Brain Responses Difference between Sexes for Strong Desire to Void: A Functional Magnetic Resonance Imaging Study in Adults Based on Graph Theory

Abstract

Background: The alternations of brain responses to a strong desire to void were unclear, and the gender differences under the strong desire to void remain controversial. The present study aims to identify the functional brain network's topologic property changes evoked by a strong desire to void in healthy male and female adults with synchronous urodynamics using a graph theory analysis. Methods: The bladders of eleven healthy males and eleven females were filled via a catheter using a specific infusion and withdrawal pattern. A resting-state functional magnetic resonance imaging (fMRI) was performed on the enrolled subjects, scanning under both the empty bladder and strong desire to void states. An automated anatomical labeling (AAL) atlas was used to identify the ninety cortical and subcortical regions. Pearson's correlation calculations were performed to establish a brain connection matrix. A paired t-test (p < 0.05) and Bonferroni correction were applied to identify the significant statistical differences in topological properties between the two states, including small-world network property parameters [gamma (γ) and lambda (λ)], characteristic path length (L_p), clustering coefficient (C_p), global efficiency (E_glob), local efficiency (E_loc), and regional nodal efficiency (E_nodal). Results: The final data suggested that females and males had different brain response patterns to a strong desire to void, compared with an empty bladder state. Conclusions: More brain regions involving emotion, cognition, and social work were active in females, and males might obtain a better urinary continence via a compensatory mechanism.
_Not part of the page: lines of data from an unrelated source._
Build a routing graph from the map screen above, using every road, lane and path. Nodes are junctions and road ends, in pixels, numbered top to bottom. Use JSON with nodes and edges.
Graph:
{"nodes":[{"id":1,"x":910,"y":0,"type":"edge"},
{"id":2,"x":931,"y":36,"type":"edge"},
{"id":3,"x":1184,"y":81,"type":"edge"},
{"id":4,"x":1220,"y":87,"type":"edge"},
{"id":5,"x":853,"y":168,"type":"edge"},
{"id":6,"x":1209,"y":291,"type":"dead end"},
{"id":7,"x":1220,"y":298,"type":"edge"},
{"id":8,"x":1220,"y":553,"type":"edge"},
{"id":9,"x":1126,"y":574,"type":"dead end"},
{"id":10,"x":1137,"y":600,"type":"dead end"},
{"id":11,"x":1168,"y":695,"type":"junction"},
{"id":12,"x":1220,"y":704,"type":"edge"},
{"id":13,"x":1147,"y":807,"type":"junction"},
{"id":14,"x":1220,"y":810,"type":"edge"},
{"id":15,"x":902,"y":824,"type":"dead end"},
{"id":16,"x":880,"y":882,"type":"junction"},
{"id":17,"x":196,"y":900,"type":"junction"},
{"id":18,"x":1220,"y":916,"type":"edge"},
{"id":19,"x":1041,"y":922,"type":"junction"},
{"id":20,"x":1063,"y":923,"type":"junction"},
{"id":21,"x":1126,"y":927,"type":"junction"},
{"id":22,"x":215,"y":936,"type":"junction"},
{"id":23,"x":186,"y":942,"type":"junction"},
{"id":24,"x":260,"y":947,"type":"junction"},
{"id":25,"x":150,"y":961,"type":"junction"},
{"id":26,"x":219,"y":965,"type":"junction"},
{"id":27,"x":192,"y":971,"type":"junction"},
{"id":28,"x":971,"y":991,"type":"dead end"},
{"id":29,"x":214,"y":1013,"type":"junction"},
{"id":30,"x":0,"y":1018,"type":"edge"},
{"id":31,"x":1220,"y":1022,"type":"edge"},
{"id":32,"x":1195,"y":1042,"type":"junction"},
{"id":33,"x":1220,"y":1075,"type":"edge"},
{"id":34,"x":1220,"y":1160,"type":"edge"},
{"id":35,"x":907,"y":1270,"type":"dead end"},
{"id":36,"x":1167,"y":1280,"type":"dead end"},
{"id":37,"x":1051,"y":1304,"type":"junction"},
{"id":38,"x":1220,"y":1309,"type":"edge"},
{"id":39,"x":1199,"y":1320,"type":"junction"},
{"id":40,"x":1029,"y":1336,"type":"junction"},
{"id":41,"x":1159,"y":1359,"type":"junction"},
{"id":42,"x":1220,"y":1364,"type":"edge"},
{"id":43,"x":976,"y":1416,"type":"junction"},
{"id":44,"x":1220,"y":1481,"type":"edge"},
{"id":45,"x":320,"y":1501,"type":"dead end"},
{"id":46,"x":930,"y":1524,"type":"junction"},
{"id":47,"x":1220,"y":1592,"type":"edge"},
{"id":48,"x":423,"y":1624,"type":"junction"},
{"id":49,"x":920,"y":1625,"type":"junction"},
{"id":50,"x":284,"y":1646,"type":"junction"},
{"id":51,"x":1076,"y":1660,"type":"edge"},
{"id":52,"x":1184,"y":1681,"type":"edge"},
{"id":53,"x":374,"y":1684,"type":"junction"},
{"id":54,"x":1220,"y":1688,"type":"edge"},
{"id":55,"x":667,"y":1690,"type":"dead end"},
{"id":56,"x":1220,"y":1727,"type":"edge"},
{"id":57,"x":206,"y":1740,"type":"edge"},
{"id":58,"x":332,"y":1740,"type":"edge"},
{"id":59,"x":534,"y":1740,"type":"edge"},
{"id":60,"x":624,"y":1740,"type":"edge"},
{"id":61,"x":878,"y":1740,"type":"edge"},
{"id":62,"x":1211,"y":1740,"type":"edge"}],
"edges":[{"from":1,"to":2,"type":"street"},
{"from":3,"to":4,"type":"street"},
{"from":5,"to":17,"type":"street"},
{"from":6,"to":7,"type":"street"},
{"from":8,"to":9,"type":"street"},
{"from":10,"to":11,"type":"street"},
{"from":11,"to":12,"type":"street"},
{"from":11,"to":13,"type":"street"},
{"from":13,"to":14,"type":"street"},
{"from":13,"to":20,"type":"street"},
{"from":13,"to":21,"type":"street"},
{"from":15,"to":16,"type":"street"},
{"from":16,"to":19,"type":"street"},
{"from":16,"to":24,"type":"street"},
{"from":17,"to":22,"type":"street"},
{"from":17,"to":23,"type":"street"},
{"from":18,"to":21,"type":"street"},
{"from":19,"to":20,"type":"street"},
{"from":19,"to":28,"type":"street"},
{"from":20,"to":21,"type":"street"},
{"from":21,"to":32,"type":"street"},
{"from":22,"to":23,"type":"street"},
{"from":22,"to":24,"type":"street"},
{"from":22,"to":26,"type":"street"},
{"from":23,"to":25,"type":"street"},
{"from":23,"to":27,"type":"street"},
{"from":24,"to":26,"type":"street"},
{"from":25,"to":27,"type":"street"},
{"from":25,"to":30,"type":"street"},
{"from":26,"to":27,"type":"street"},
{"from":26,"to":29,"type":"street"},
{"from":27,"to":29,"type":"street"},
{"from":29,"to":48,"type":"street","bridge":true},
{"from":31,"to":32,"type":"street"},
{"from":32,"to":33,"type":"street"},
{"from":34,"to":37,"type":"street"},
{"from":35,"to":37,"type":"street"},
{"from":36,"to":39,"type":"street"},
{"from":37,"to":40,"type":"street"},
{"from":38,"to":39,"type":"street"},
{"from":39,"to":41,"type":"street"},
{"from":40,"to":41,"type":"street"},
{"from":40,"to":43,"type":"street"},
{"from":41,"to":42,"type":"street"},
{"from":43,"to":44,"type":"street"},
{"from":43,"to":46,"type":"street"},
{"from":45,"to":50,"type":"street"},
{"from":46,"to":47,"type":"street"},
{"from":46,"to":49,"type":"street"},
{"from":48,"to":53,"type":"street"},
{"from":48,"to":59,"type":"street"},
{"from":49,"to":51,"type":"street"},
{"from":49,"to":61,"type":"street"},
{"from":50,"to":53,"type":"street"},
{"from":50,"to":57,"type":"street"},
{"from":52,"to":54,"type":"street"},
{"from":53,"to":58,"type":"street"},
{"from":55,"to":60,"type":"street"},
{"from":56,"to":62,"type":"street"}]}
Keywords: brain–bladder control; desire to void; graph theory; resting-state functional magnetic resonance imaging; small-world network; topologic properties.

Figure 1

Bladder filling and fMRI protocol.

Figure 2

Brain functional connection matrix of healthy female and male subjects under both of the states.

Figure 3

The C_p, L_p, E_g, and E_loc in healthy female subjects between both of the states. Legend: It showed that the significantly increased C_p, L_p, E_glob and decreased E_loc in these females. C_p, clustering coefficient; L_p, characteristic path length; E_glob, global efficiency; E_loc, local efficiency (p < 0.05) (y axis label is the σ value; * represents statistically significant data).

Figure 4

The C_p, L_p, E_g and E_loc in healthy male subjects between both of the states. Legend: It showed that the significantly decreased C_p in the female subjects, without significant changes in C_p L_p, E_glob. C_p, clustering coefficient; L_p, characteristic path length; E_g, global efficiency; E_loc, local efficiency (p < 0.05) (y axis label is the σ value; * represents statistically significant data).

Figure 5

The brain regions with an alternated E_nodal in the healthy male subjects between both of the states. Legend: (a) For female subjects, a larger E_nodal in bilateral calcarine fissure and surrounding cortex, lingual gyrus, and fusiform gyrus were detected under the empty bladder state. (b) Under the strong desire to void state, a larger E_nodal in the left inferior frontal gyrus and the orbital part of middle frontal gyrus, right median cingulate, middle occipital gyrus and middle temporal gyrus, and bilateral gyrus rectus, inferior parietal gyrus and supramarginal gyrus was detected in healthy females. (c) The larger E_nodal in the right inferior occipital gyrus and thalamus of male subjects under the empty bladder state. (d) The significantly increased E_nodal of healthy male subjects presented in right frontal operculum and medial superior frontal gyrus, left supplementary motor area and the bilateral supramarginal gyrus (p < 0.05).